Yes the circuit is comming along, its very simple.

I'm not into hi-fi, I find a lot of the subject involves what I would call old wives tales.

I do have a collection of vintage radios, the sound or problems of an amplifier depends on the design, regardless of the technology, older sets need maintenance to keep them sounding well.

(P.S. I wasnt aware I'd posted the above quote)


----------



## synchro (Sep 22, 2006)

If you really want to know

Grid Frequency


----------



## Dr pepper (Jul 1, 2011)

35 gigawatt demand.

That'd be a big 3 pin plug.


----------



## harryblakes7 (Oct 1, 2010)

Crumbs, what you running, the Starship Enterprise?? Or perhaps the Hadron Collider?? 

Am surprised one power station can supply you, it must still pull off the grid. Even Drax power station is only 3960MW

35 Gigawatts is a lot.......... scary







Perhaps it is a 5 Pin plug? 

Hope the clock project works out for you.....


----------



## harryblakes7 (Oct 1, 2010)

Just looked on the National grid and the current ( excuse the pun ) consumption for the UK is 27 gigawatts ( 27360MW ) and some of that is being pulled off France. You sure you got the decimal point in the right place and not 3.5 Gigawatts??

If your right, well, i don't wanna know..........


----------



## mel (Dec 6, 2006)

The Grid RTFD chart is usually an excellent indicator of what's actually happening at the "sharp end" as far as Mains Frequency is concerned, certainly that's what we consulted in "the trade" apart from the Frequency indicators in the substations and control rooms. :yes:

And take it from me and Harry, you learn a healthy respect for 'trickery when you work at distribution levels, yes indeedy :fear: Watching an arc jump six feet or more is slightly underpant stretching if you're a bit close and it's pissing down drizzle :thumbsdown:

:weed: ldman:


----------



## harryblakes7 (Oct 1, 2010)

Yep, i've been there, in the rain, at the back of a power station under the "output" section with everything crackling, standing on a lorry, thinking, i'm gonna die, i'm gonna die........ have seen something similar to this below, needless to say a new pair of underpants were required........


----------



## harryblakes7 (Oct 1, 2010)

Anyway, to get back on topic here is a nice electric clock i would not mind buying, very clever with electronics....


----------



## mel (Dec 6, 2006)

harryblakes7 said:


> Yep, i've been there, in the rain, at the back of a power station under the "output" section with everything crackling, standing on a lorry, thinking, i'm gonna die, i'm gonna die........ have seen something similar to this below, needless to say a new pair of underpants were required........

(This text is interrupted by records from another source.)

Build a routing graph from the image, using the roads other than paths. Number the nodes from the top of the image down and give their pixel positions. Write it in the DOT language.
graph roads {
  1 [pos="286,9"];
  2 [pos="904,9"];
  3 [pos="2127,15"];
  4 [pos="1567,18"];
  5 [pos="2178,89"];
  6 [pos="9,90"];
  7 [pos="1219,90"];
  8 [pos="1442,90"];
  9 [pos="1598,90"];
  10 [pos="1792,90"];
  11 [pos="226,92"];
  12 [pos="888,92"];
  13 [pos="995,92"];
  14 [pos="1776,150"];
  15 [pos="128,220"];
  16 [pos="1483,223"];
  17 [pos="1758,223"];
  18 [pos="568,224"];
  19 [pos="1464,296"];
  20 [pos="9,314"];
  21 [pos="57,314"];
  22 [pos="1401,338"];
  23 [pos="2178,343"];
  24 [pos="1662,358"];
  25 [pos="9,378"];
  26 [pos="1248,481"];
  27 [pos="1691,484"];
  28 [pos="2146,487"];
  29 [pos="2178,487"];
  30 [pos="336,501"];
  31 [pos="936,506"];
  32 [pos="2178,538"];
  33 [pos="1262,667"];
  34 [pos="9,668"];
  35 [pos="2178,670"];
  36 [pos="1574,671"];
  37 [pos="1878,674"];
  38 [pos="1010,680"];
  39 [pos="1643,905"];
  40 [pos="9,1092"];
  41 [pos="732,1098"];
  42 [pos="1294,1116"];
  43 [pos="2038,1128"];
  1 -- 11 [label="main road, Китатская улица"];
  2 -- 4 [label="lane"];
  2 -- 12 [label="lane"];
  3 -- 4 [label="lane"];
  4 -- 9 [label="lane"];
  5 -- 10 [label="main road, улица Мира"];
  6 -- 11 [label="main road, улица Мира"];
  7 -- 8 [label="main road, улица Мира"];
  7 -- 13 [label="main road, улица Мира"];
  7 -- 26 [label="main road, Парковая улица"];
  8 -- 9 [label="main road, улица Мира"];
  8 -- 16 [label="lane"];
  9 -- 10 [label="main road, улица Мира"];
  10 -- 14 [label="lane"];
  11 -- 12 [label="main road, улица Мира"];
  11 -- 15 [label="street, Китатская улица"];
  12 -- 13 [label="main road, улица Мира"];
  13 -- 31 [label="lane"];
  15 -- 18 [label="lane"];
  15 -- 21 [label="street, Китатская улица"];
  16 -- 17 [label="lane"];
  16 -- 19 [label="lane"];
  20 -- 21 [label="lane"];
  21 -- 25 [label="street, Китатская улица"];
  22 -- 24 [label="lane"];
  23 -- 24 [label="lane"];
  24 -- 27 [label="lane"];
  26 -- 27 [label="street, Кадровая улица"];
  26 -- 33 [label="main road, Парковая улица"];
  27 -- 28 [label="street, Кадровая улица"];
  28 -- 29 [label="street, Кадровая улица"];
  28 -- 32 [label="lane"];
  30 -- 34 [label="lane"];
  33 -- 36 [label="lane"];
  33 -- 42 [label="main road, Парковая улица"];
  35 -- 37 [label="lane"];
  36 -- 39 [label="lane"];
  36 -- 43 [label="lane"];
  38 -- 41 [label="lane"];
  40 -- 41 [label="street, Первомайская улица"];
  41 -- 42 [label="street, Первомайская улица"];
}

That's a "crackler" that is Harry, hairs on the arms standing upright I bet!  Guys, I tend to go on a bit about folks poking electrickery when they don't know what they are doing, but when you've seen a few of these, and folks who got caught up in 'em, it's not a game! :to_become_senile:

Same thing applies further down the Volts and Amps scales, don't mess with what you don't know about









Harry will be like myself, he'll risk assess *every* situation involving electricity, even down to low voltage DC batteries, if you're certificated as an "Authorised Person" you learn to approach it all with some considerable degree of care! - if you can't do that, you may not last long! :angel:


----------



## Dr pepper (Jul 1, 2011)

mel said:


> harryblakes7 said:
> 
> 
> > Yep, i've been there, in the rain, at the back of a power station under the "output" section with everything crackling, standing on a lorry, thinking, i'm gonna die, i'm gonna die........ have seen something similar to this below, needless to say a new pair of underpants were required........
> ...


----------



## Dr pepper (Jul 1, 2011)

35 gigs was on the frequency page linked to further up, as the demand for the UK.

I understand the situations you were talking about, I have a high voltage certificate.

I think we are deviating somewhat from clocks.

If I cant touch what I dont know about I'd better not mess with these ticky things then.


----------



## harryblakes7 (Oct 1, 2010)

Ah, clocks are fun!! go on, have a play and a tinker, it's a great stress calmer and very relaxing! and no chance of an arc flash!! :thumbup:

There is quite a bit of leg pulling and banter on this forum, don't be put off by us whinging, apologies if it came over wrong, we don't get out much.... :yes:


----------



## Benicole (Jul 30, 2011)

Do you know where I can get hold of a movement, like the one pictured, for a Junghans starburst clock?


----------



## Benicole (Jul 30, 2011)

Does anyone know where I can get hold of an electronic clock movement like the Junghans one pictured above?


----------



## Dr pepper (Jul 1, 2011)

That allright Harry, maybe I was being miserable.

Benicole I think the chap who posted the photos was saying that the movement came from a boot sale or similar, theres a smiths sectronic movement clock on ebay right now but thats probably no use.

Try the for sale wanted section.


----------